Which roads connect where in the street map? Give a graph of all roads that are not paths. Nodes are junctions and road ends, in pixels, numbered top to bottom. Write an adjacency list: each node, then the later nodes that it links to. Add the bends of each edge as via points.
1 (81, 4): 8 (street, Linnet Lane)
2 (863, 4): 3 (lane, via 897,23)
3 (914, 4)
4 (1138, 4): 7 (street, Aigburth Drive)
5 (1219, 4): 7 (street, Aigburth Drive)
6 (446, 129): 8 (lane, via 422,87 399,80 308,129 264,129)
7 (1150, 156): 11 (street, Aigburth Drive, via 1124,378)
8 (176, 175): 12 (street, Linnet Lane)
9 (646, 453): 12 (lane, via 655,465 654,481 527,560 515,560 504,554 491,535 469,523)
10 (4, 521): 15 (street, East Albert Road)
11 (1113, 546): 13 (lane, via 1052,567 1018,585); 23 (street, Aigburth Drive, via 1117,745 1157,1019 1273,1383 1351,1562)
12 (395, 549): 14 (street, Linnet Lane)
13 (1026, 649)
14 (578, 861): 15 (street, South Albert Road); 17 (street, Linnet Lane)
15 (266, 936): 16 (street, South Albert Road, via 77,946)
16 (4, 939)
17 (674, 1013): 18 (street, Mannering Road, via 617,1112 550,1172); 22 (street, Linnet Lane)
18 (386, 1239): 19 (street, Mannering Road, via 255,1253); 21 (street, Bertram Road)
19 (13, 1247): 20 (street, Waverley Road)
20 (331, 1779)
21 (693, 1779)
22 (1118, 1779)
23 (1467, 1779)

====

Work instructions >> Transcribe each line above exactly; skip none.

Reply >>
Which roads connect where in the street map? Give a graph of all roads that are not paths. Nodes are junctions and road ends, in pixels, numbered top to bottom. Write an adjacency list: each node, then the later nodes that it links to. Add the bends of each edge as via points.
1 (81, 4): 8 (street, Linnet Lane)
2 (863, 4): 3 (lane, via 897,23)
3 (914, 4)
4 (1138, 4): 7 (street, Aigburth Drive)
5 (1219, 4): 7 (street, Aigburth Drive)
6 (446, 129): 8 (lane, via 422,87 399,80 308,129 264,129)
7 (1150, 156): 11 (street, Aigburth Drive, via 1124,378)
8 (176, 175): 12 (street, Linnet Lane)
9 (646, 453): 12 (lane, via 655,465 654,481 527,560 515,560 504,554 491,535 469,523)
10 (4, 521): 15 (street, East Albert Road)
11 (1113, 546): 13 (lane, via 1052,567 1018,585); 23 (street, Aigburth Drive, via 1117,745 1157,1019 1273,1383 1351,1562)
12 (395, 549): 14 (street, Linnet Lane)
13 (1026, 649)
14 (578, 861): 15 (street, South Albert Road); 17 (street, Linnet Lane)
15 (266, 936): 16 (street, South Albert Road, via 77,946)
16 (4, 939)
17 (674, 1013): 18 (street, Mannering Road, via 617,1112 550,1172); 22 (street, Linnet Lane)
18 (386, 1239): 19 (street, Mannering Road, via 255,1253); 21 (street, Bertram Road)
19 (13, 1247): 20 (street, Waverley Road)
20 (331, 1779)
21 (693, 1779)
22 (1118, 1779)
23 (1467, 1779)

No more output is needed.